Files

File formats

Note

All the files can be compressed using GZIP (extension “.gz”), BZIP2 (extension “.bz2”) or LZMA (extension “.xz”)

Input file format

The variants file is a text file with, at least, 5 columns separated by a tab character (the header is required, but the order of the columns can change):

  • Column CHROMOSOME: Chromosome. A number between 1 and 22 or the letter X or Y (upper case)
  • Column POSITION: Mutation position. A positive integer.
  • Column REF: Reference allele [1].
  • Column ALT: Alternate allele [1].
  • Column SAMPLE: Sample identifier.

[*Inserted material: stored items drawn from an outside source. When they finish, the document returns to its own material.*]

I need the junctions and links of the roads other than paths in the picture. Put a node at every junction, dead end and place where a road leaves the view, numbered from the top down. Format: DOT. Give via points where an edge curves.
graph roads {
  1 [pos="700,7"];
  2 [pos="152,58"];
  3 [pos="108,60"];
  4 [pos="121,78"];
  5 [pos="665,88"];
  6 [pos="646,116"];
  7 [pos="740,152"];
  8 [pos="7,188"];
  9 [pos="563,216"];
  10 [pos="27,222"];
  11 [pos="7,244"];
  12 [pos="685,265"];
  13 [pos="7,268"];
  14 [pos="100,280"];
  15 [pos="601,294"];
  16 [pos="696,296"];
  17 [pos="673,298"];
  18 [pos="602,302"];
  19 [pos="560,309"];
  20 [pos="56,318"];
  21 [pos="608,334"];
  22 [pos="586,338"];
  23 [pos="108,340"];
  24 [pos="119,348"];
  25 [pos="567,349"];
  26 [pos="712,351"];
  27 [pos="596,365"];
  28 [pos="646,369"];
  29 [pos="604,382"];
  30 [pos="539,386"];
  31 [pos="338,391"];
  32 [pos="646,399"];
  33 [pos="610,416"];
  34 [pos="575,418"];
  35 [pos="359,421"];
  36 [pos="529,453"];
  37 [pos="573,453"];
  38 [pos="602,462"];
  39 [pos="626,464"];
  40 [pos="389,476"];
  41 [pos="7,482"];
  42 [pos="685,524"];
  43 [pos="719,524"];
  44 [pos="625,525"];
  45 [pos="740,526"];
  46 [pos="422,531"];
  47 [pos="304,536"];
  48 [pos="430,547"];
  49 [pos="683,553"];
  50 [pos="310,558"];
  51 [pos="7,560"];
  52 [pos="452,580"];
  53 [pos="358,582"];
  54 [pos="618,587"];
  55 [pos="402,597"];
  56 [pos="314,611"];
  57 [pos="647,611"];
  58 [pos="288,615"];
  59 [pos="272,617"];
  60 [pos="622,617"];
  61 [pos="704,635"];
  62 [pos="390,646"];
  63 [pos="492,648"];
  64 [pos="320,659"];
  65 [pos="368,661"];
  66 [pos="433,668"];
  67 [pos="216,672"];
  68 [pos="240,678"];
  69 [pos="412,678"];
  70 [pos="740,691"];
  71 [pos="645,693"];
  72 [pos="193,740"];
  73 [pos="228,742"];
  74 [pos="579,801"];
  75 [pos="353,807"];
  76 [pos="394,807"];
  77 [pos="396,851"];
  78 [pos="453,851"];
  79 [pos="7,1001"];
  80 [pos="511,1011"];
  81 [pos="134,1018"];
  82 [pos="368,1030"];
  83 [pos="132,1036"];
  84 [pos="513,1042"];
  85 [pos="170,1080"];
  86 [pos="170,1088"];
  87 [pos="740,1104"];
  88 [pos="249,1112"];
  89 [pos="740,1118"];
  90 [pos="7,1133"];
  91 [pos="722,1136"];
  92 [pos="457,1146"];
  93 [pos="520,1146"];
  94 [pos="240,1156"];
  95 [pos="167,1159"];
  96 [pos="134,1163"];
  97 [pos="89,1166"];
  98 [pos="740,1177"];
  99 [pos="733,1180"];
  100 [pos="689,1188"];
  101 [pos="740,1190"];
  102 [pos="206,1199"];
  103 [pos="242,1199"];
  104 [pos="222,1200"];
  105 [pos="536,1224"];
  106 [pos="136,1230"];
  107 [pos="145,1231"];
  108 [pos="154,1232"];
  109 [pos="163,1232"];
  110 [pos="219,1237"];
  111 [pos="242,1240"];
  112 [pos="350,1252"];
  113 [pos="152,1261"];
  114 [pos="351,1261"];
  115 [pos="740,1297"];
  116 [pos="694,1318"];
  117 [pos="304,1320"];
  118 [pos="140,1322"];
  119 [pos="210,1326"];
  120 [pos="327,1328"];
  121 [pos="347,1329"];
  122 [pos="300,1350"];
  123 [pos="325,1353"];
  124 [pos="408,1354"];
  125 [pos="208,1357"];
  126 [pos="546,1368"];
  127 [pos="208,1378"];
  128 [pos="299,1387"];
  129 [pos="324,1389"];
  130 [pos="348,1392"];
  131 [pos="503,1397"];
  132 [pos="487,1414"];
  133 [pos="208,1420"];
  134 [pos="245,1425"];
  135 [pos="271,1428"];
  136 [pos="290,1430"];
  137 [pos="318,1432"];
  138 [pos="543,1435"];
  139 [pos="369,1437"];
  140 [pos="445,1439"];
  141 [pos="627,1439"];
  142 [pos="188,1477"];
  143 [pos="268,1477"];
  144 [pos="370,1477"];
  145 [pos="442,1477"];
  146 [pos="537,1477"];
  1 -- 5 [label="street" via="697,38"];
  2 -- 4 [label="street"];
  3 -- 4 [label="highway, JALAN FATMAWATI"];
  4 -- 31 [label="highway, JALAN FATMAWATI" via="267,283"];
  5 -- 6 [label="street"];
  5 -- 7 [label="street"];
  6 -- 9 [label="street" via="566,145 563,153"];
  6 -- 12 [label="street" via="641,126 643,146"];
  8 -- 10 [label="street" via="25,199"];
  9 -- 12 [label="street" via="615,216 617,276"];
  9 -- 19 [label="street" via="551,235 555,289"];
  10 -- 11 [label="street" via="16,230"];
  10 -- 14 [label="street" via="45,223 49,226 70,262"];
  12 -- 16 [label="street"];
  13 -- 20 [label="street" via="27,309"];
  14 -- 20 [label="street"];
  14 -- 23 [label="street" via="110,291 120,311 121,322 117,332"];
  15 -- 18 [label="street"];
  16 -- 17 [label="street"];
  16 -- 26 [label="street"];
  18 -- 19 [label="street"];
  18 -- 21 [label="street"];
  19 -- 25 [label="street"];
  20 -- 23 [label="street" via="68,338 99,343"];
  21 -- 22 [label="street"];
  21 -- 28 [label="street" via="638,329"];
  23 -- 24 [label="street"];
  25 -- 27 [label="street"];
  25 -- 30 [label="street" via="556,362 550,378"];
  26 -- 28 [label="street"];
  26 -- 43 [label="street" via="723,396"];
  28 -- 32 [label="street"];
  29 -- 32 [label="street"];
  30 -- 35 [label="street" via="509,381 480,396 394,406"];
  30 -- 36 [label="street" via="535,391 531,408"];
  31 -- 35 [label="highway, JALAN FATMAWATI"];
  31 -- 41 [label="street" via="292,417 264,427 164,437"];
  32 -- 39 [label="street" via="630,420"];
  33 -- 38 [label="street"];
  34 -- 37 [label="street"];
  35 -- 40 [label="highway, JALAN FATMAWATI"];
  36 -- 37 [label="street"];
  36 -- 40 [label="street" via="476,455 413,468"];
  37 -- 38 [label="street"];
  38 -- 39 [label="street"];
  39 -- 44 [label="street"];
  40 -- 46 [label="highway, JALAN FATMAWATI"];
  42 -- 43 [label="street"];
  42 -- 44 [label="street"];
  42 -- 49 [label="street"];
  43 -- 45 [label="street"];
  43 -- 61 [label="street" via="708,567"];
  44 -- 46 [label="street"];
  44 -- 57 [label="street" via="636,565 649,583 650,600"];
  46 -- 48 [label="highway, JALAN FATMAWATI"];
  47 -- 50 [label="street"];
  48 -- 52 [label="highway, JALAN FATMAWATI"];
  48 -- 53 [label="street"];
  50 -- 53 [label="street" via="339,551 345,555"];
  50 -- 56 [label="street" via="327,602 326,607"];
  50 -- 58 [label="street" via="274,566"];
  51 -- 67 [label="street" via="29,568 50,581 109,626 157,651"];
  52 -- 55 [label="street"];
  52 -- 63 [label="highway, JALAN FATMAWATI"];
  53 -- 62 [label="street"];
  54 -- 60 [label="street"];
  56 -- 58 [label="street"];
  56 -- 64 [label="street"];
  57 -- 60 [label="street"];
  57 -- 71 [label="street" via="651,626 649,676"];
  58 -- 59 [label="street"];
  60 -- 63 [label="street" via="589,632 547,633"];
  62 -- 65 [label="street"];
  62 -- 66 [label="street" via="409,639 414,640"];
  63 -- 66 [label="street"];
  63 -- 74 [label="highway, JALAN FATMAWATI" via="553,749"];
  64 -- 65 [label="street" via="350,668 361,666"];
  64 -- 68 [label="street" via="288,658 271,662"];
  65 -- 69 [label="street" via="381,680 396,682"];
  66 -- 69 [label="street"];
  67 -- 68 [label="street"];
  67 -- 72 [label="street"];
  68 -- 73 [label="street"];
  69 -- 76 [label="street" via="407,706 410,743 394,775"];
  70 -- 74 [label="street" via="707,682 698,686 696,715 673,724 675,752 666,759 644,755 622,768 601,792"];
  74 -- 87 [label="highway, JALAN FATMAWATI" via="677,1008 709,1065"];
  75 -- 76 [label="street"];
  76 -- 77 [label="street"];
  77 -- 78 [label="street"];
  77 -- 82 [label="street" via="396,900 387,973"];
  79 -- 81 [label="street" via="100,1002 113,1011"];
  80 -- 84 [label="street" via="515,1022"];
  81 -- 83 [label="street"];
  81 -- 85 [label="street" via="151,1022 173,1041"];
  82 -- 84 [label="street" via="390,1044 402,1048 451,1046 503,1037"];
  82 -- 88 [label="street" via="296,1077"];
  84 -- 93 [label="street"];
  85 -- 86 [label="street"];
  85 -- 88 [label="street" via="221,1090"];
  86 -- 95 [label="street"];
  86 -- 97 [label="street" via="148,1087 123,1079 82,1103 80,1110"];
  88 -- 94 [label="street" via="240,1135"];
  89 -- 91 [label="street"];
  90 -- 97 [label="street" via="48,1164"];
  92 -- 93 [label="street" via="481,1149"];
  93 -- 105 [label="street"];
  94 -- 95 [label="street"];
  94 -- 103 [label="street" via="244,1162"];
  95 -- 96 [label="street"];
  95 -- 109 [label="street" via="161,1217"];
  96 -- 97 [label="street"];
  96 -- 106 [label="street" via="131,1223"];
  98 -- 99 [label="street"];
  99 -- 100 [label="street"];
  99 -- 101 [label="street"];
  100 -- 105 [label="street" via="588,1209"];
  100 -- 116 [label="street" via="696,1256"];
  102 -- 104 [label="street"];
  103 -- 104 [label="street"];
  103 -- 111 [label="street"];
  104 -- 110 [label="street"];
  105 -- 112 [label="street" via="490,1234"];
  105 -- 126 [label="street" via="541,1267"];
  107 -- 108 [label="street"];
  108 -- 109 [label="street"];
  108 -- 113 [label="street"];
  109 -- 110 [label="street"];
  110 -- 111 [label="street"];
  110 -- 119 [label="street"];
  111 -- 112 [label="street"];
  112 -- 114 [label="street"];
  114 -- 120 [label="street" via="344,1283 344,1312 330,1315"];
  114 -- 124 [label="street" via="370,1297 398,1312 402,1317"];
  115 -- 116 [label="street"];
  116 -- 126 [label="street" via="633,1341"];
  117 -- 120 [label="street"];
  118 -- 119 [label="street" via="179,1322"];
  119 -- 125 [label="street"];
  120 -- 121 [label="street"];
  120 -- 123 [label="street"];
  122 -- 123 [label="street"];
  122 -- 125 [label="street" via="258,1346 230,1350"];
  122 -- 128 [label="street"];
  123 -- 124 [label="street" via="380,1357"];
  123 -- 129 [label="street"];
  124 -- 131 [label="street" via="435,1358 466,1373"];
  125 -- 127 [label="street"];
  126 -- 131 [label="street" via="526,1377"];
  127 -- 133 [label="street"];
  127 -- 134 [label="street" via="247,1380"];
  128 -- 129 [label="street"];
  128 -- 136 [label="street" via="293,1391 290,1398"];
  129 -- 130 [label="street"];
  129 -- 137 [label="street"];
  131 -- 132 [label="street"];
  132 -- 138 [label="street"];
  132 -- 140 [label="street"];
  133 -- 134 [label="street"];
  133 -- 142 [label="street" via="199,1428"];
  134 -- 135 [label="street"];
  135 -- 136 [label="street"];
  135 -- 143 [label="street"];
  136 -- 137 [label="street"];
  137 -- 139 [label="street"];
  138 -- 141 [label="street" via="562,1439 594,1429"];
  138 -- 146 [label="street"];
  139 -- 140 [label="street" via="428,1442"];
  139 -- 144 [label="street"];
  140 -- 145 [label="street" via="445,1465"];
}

Any alphanumeric string.
  • Column CANCER_TYPE: Cancer type. Any alphanumeric string. Optional.
  • Column SIGNATURE: User defined signature categories. Any alphanumeric string. Optional.

Regions file format

The regions file is a text file with, at least, 4 columns separated by a tab character (the column order must be preserved):

  • Column 1 [CHROMOSOME]: Chromosome. A number between 1 and 22 or the letter X or Y (upper case)
  • Column 2 [START]: Start position. A positive integer.
  • Column 3 [STOP]: End position. A positive integer.
  • Column 4 [STRAND]: Strand: + for positive, - for negative, . for unknown.
  • Column 5 [ELEMENT]: Element identifier.
  • Column 6 [SEGMENT]: Segment identifier. Optional column.
  • Column 7 [SYMBOL]: Symbol, a different identifier for the element that will also be printed in the output file. Optional column.

Output file format

OncodriveFML generates a tabulated file with the results with the extension “.tsv”.

Check the output section to find a detailed description regarding the output.

[1](1, 2) The alleles consist on a single letter or a set of letters using A, C, G or T (upper case). Single Nucleotide Variants are indentified because both, REF and ALT contain only one letter. In Multi-Nucleotide Variants REF and ALT columns contain a set of letters of the same length. Insertions use - in the REF and a set of letters as ALT while deletions contain the set of deleted characters in the REF and - in the ALT columns.